Ames then took over the Pioneer series at about Pioneer 6. I think the early Pioneers may have been done by JPL or one of the other—maybe it was a military group [U.S. Air Force], I’m not positive. So I was coming into this group that had done Pioneer starting in the early ’60s—Pioneer 6, 7, 8, 9, 10, 11, Pioneer Venus—and then got the job for the Galileo probe that was part of the Galileo mission to Jupiter. But that was winding down, and they didn’t have anything on the horizon. The group there—the head of that was named Joel Sperans—were very concerned about going out of business. It was something for which there was a lot of skill, and knowledge, and capability of managing, developing, and operating a certain class of smaller, medium-sized space missions.

The big groups within NASA for space science are, of course, Goddard [Space Flight Center, Greenbelt, Maryland] and JPL [Jet Propulsion Laboratory, Pasadena, California]. But there was this other, smaller mission capability that existed at Ames. That was my charter, was to come in and find new things to do that fit with the capabilities of the Center.

Just a year or two after I arrived was the [President] George H. W. Bush announcement of the Human Exploration Initiative that became the Space Exploration Initiative. That was the first Bush speech about “We shall go to the Moon and on to Mars.” This is the first real interesting, I think, tale of me in NASA. It’s seeming like there’s a long string of presidential speeches about space exploration, and then they don’t go anywhere. The only one that went anywhere was [President John F.] Kennedy’s speech [May 25, 1961, announcing the goal of “landing a man on the Moon and returning him safely to the Earth”]. And that was because of [Vice President] Lyndon [B.] Johnson being able to maneuver that, get the funding for it, and pushing it through Congress. And it was a creature of the Cold War.

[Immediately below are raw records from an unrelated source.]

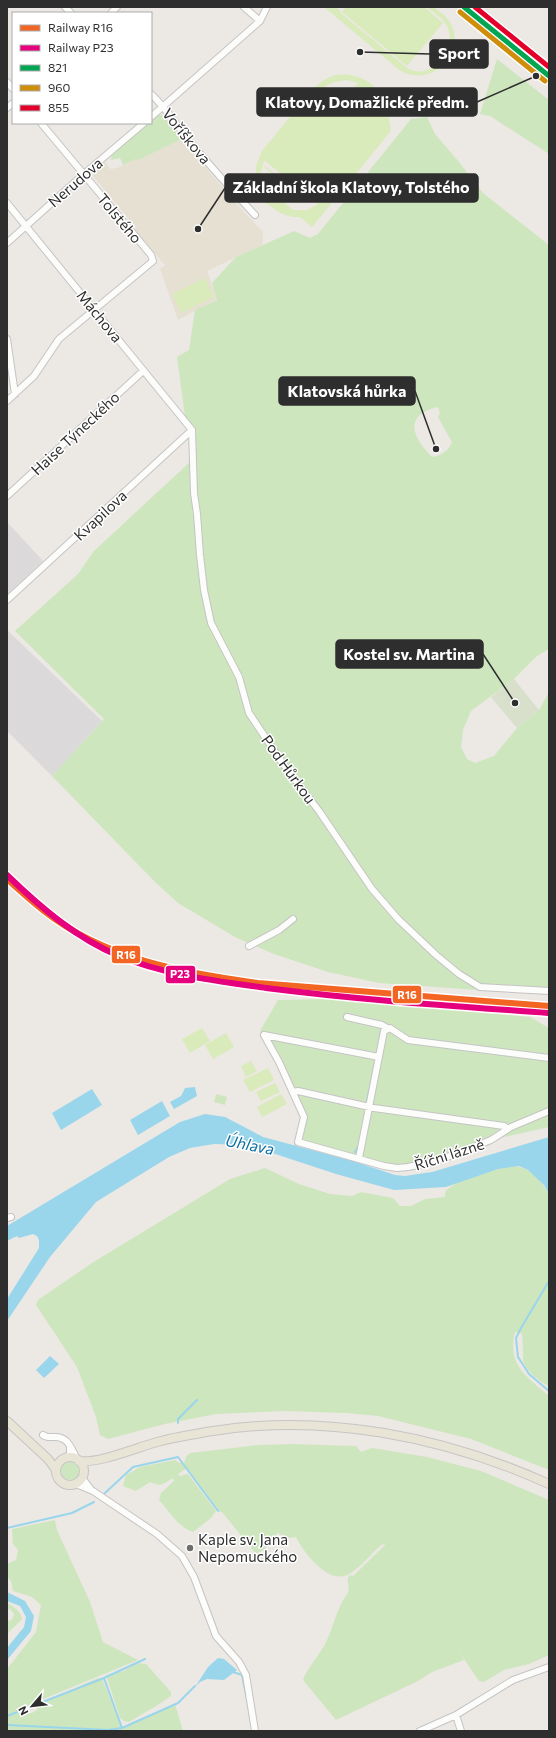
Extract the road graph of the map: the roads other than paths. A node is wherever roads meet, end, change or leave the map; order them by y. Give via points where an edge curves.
1 (244, 7) edge
2 (267, 7) edge
3 (464, 7) edge
4 (260, 21) junction
5 (549, 76) edge
6 (152, 95) edge
7 (164, 106) junction
8 (152, 116) edge
9 (43, 124) edge
10 (143, 124) edge
11 (84, 174) junction
12 (7, 203) edge
13 (255, 215) dead end
14 (26, 226) junction
15 (7, 243) edge
16 (94, 309) junction
17 (7, 339) edge
18 (143, 371) junction
19 (15, 394) junction
20 (7, 401) edge
21 (192, 430) junction
22 (7, 496) edge
23 (7, 600) edge
24 (293, 919) dead end
25 (249, 946) dead end
26 (549, 991) edge
27 (347, 1017) dead end
28 (387, 1028) junction
29 (379, 1057) junction
30 (549, 1058) edge
31 (293, 1092) junction
32 (370, 1106) junction
33 (549, 1112) edge
34 (508, 1129) junction
35 (359, 1158) junction
36 (7, 1421) edge
37 (43, 1435) dead end
38 (69, 1443) junction
39 (48, 1459) junction
40 (64, 1459) junction
41 (99, 1459) junction
42 (78, 1460) junction
43 (56, 1470) junction
44 (83, 1475) junction
45 (76, 1484) junction
46 (549, 1484) edge
47 (93, 1491) junction
48 (549, 1667) edge
49 (456, 1715) junction
50 (255, 1731) edge
51 (420, 1731) edge
52 (461, 1731) edge

1 - 4 street
2 - 4 street
3 - 5 main road
4 - 7 street
6 - 7 street, Voříškova
7 - 8 street
7 - 13 street, Voříškova via 184,134
9 - 11 street, Tolstého
10 - 11 street, Nerudova
11 - 14 street, Nerudova
11 - 16 street, Tolstého via 153,258 151,263
12 - 14 street, Máchova
14 - 15 street, Nerudova
14 - 16 street, Máchova
16 - 18 street, Máchova
16 - 19 street via 59,339 34,376
17 - 19 street
18 - 21 street, Máchova
18 - 22 street, Haise Týneckého
19 - 20 street
21 - 23 street, Kvapilova
21 - 26 street, Pod Hůrkou via 194,493 204,590 211,623 239,677 249,713 372,888 398,919 459,974 480,987
24 - 25 street via 280,930
27 - 28 street
28 - 29 street via 384,1031
28 - 30 street via 408,1040
29 - 31 street via 264,1035
29 - 32 street
31 - 32 street
31 - 35 street, Říční lázně via 304,1117 298,1142
32 - 34 street via 504,1126
32 - 35 street
33 - 34 street, Říční lázně
34 - 35 street, Říční lázně via 491,1140 444,1158 408,1167 384,1166
36 - 39 main road
37 - 38 street via 63,1438
38 - 40 street via 70,1452
38 - 42 street
39 - 40 main road
39 - 43 main road
40 - 42 main road
40 - 43 main road
41 - 42 main road
41 - 44 main road
41 - 46 main road via 162,1440 208,1432 256,1426 312,1426 370,1430 439,1444
42 - 44 main road via 83,1466
43 - 45 main road via 61,1481
44 - 45 main road
44 - 47 street via 85,1483
45 - 47 street
47 - 50 street via 158,1534 185,1560 216,1636 239,1662 246,1675
48 - 49 street via 513,1680
49 - 51 street
49 - 52 street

So here was the Space Exploration Initiative, and as part of that were supposed to be a number of precursor missions that, say, before you sent humans back to the Moon or on to Mars, there were supposed to be robotic science missions that went to gather data, demonstrate landing techniques, other technologies, and so forth. It looked like an interesting, important area to be involved in, and my boss, the division chief at the time, agreed. Said, “Yes, let’s take a look at this. Maybe we can do something.”

I started going to the various meetings, and the proposals put forward by JPL fit the JPL mold, which is big missions. They have always had a major so-called strategic or flagship mission going, and they proposed something—I don’t know what it would be in today’s dollars, but it was clearly in the multiple-billion-dollar class. Two launches, two orbiters, landers, you name it.

The gentleman at NASA Headquarters [Washington, DC] who was in charge of advanced programs for planetary science, a gentleman named Dudley [G.] McConnell—who worked for the division chief at Headquarters, whose name was Geoff [Geoffrey A.] Briggs, who later on left Headquarters and came to Ames—got in touch with me.

I’m not quite sure how my name made it to them, but the essence of Dudley McConnell’s comment was, “Look, we have got these mega missions being proposed by JPL and they’re not going to fly. They are simply too expensive. Is there anything we can do for way less than $1 billion?”

So I put a little team together. We started thinking about this, and the first thing we did—and part of this may be in my book [Exploring Mars: Chronicles from a Decade of Discovery]. I’m not sure, but I’ll tell you the brief version of the story. We said, “The launch vehicle determines everything in terms of the amount of mass and therefore the amount of expense, so let’s use a much smaller launch vehicle. That will constrain it, and therefore help limit the cost.”

We picked something called the Delta II, which had never been used at the time for a planetary mission. I had McDonnell Douglas [Corporation], that then made the vehicle, check and be sure that it had a reasonable enough launch energy to get a payload to Mars, and they sent me the numbers.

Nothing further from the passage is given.